TMs cause was tried in the Municipal Court before a judge thereof without the intervention of a jury, and resulted in a finding and judgment for the amount of plaintiff’s claim, $1,000, and defendant prosecutes this writ of error in an effort to have that judgment reversed.

The cause of action rests on the rights of the parties as they appear from a contract consisting of a letter from the defendant to plaintiff and one Emmet L. Siver, and their acceptance of it in these words:

*100“Chicago, Feb. 9th, 1907.
Messes. Thomas J. Gannon and E. L. Siver,
Chicago, Ill.
Gentlemen: You are hereby appointed as agents or representatives of mine to sell mining stock in such corporations as I may determine, and I agree to give you 25% commission on all sales effected by you, and the difference between 25% and the compensation you may pay to agents secured and employed by you and working under your direction. I guarantee to maintain the office now established in Fort Dearborn building, or elsewhere as I may decide, in the City of Chicago, for a period of one year, and I guarantee to loan or advance to each of you the sum of $250 per month for one year, the said loans to be charged against you and to be deducted from commissions that may accrue under this contract. You are to work under my directions, and to give all your time and best efforts to selling of stock in such corporations as may be designated.
Respectfully,
Hiram Tyree.
I accept the above.
Thomas J. Gannon.
E. L. Siver.”

The business contemplated by the contract thus made proved unprofitable and may be said to have been a failure. Defendant was disappointed in the success he had hoped for, but that in no way affects the contractual relations of the parties. While everyone anticipates profits from their ventures, many are doomed to suffer disappointment, and the law holds the disappointed to the same liability for their losses, as it protects those, whose expectations have been realized, in their lawful gains. Defendant refused to further perform his part of the contract, and the instalments of $250 sought to be recovered are those due for the months of March, April, May and June, 1907.
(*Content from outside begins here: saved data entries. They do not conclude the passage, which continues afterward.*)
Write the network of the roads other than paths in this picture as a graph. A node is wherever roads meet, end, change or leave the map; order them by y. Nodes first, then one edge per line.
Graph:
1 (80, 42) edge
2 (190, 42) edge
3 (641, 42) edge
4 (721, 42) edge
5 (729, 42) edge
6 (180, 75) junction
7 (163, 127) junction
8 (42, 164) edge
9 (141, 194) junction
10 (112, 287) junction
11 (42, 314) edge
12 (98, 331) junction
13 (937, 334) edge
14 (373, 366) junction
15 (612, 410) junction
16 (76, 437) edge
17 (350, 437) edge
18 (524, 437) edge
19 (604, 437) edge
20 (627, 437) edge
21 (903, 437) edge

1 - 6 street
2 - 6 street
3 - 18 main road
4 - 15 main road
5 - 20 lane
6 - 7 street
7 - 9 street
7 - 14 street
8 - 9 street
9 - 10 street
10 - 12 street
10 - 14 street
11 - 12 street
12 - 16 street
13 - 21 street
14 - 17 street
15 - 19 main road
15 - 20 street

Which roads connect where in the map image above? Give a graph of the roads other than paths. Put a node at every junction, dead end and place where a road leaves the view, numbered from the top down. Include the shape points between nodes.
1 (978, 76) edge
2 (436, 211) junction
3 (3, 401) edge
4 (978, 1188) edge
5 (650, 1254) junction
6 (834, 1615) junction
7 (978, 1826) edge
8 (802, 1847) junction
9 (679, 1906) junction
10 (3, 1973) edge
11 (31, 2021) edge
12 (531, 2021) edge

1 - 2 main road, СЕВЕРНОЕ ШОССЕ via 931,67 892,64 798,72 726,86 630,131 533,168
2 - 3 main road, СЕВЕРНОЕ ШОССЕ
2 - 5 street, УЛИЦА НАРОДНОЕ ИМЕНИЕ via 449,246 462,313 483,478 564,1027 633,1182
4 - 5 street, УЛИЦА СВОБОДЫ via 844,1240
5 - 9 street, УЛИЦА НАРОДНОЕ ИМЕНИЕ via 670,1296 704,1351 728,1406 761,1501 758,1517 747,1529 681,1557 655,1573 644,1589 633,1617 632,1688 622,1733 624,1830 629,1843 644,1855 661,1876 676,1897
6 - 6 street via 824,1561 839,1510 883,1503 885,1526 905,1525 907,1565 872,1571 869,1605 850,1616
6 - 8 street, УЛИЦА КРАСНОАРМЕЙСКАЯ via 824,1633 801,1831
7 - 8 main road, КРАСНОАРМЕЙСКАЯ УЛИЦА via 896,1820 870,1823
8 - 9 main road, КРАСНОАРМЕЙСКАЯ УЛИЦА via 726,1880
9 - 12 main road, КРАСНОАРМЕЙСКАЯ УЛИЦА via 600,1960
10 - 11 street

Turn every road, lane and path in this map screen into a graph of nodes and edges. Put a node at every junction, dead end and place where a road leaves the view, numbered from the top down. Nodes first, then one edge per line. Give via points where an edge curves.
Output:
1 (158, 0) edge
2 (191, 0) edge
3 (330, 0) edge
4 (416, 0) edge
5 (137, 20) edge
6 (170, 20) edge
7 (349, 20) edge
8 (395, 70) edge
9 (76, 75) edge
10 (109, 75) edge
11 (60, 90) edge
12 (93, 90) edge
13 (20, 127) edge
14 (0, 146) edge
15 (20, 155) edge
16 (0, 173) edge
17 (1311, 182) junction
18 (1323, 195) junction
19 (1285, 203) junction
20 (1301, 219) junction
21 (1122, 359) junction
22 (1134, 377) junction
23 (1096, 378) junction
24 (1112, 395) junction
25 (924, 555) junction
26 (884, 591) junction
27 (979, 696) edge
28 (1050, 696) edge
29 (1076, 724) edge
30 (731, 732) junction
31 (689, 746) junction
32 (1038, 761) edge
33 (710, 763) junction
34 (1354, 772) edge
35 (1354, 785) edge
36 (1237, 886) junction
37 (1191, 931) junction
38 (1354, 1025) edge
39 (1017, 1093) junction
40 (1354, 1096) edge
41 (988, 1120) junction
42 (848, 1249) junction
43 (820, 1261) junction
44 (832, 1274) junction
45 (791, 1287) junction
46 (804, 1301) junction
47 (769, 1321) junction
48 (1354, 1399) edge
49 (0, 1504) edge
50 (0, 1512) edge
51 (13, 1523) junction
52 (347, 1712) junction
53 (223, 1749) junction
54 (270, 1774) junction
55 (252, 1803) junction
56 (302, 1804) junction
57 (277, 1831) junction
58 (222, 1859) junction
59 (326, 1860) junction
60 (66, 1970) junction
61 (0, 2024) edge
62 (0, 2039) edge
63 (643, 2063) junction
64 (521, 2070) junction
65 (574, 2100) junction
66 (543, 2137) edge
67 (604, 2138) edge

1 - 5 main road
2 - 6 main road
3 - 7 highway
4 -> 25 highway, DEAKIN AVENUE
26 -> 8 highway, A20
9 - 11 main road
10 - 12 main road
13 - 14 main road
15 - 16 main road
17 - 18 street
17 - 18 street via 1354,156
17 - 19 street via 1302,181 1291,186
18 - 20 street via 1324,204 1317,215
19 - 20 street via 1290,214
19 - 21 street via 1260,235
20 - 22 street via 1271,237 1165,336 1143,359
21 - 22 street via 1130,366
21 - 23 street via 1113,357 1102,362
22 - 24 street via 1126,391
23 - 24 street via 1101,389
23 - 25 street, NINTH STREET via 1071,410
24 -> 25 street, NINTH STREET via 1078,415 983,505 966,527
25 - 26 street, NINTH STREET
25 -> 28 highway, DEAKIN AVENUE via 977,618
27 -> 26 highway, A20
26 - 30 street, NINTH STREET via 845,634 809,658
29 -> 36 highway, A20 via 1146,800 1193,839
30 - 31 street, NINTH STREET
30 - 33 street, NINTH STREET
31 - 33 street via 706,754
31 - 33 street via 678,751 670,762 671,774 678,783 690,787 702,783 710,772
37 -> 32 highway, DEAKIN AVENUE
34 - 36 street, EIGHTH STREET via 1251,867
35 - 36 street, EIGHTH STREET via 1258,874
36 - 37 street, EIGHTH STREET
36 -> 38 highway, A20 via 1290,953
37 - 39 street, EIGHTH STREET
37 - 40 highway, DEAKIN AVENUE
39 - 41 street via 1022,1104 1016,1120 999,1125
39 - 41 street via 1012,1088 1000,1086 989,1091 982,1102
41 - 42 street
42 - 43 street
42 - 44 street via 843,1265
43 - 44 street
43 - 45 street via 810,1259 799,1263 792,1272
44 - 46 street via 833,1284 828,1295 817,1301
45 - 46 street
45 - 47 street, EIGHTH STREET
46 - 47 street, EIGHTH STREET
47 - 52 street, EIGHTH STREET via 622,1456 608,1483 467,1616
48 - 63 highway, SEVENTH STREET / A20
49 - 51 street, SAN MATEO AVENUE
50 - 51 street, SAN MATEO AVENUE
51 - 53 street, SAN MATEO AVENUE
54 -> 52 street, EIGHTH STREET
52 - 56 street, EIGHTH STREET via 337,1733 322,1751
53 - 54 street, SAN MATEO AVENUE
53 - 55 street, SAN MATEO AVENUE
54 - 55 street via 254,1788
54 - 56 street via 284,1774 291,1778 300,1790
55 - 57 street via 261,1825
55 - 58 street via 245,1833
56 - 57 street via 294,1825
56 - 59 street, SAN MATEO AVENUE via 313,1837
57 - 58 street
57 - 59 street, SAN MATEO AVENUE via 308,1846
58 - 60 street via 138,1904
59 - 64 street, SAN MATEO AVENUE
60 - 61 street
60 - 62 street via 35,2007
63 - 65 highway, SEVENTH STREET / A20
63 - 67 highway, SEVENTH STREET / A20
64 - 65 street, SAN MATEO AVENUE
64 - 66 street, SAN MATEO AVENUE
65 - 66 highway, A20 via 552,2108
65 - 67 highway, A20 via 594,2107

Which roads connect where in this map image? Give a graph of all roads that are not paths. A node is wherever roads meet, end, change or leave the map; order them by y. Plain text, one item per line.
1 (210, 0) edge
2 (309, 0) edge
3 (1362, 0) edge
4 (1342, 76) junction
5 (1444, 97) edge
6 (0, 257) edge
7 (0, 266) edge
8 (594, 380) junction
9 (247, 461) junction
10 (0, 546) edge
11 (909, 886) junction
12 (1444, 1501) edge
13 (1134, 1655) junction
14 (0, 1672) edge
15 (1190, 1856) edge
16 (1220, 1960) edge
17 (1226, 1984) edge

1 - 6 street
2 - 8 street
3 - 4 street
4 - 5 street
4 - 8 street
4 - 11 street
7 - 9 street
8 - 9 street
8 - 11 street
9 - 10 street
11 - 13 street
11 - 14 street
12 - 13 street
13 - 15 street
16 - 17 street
It is not contended that plaintiff was derelict in any such way as to bring about his discharge or justify defendant in abandoning the contract. As a mat*101ter of fact, defendant pnt in no countervailing proof, but contented himself with a motion, made at the close of plaintiff’s case, for a finding in his favor.

The contract bound defendant to loan plaintiff $250 each month for one year, “the said loans to be charged you and to be deducted from commissions that may accrue under this contract.”

The question here presented for solution is somewhat novel, and aside from the authorities cited to us by plaintiff we have been unable to find any which are of an analogous character. However, it seems reasonable to us that the contract bound defendant to loan plaintiff $250 a month during the year, such loans, to a limited extent, to be charged against plaintiff. The only liability, however, resting on plaintiff to repay was from commissions earned, and none worthy of mention were earned. To such commissions defendant must look for repayment. Notwithstanding no commissions were being earned, this fact did not absolve defendant from his contract obligation to advance $250 each month for a year. In faith of that understanding upon the part of defendant, plaintiff became a party to the contract. Defendant cannot, in reason or fairness, escape such self-imposed liability because the result has proven to be unprofitable to him.

Schlessinger v. Burland, 42 Misc. Rep. N. Y. 206, is certainly as near alike to the case at bar as two cases can well be. In the Burland case the compensation of the salesman was commission on sales made. The employer agreed to advance traveling expenses and $250 each month for one year, both to be charged to and deducted from commissions at the end of the period of employment. The action was for two monthly advance payments. The employer set up as a counter claim a small sum of money advanced in excess of commissions. This counter claim was eliminated by demurrer. In construing that part of the contract providing for reimbursement for the advances, the court say: “In effect the presence of the last men*102tioned provision points to the mutual intention of the parties, that the commissions should constitute a fund which alone should be resorted to for reimbursement of the ‘advances.’ We are to give reasonable meaning, if possible, to every part of the agreement, rather than to hold a particular clause thereof wholly without import.” But it is said that in the contract at bar the monthly advances of $250 are called loans, while in case supra, nowhere in the contract is the traveling expenses or the $250 denominated' loans. We think, however, this is a distinction without a difference, and more clear does this appear when it is borne in mind that whether advances or loans, both were to be repaid from the same source, viz: commissions on sales. The practical effect, therefore, in each case is the same. The advances in one case were to be paid from commissions, and the loans in the case at bar were to be repaid from commissions. In neither could the employer escape the liability to make the loans or advances at the appointed time. Neither could he obtain repayment except from commissions earned. Nor did the contract in either case impose a personal obligation other than to make repayment from the fund designated for that purpose.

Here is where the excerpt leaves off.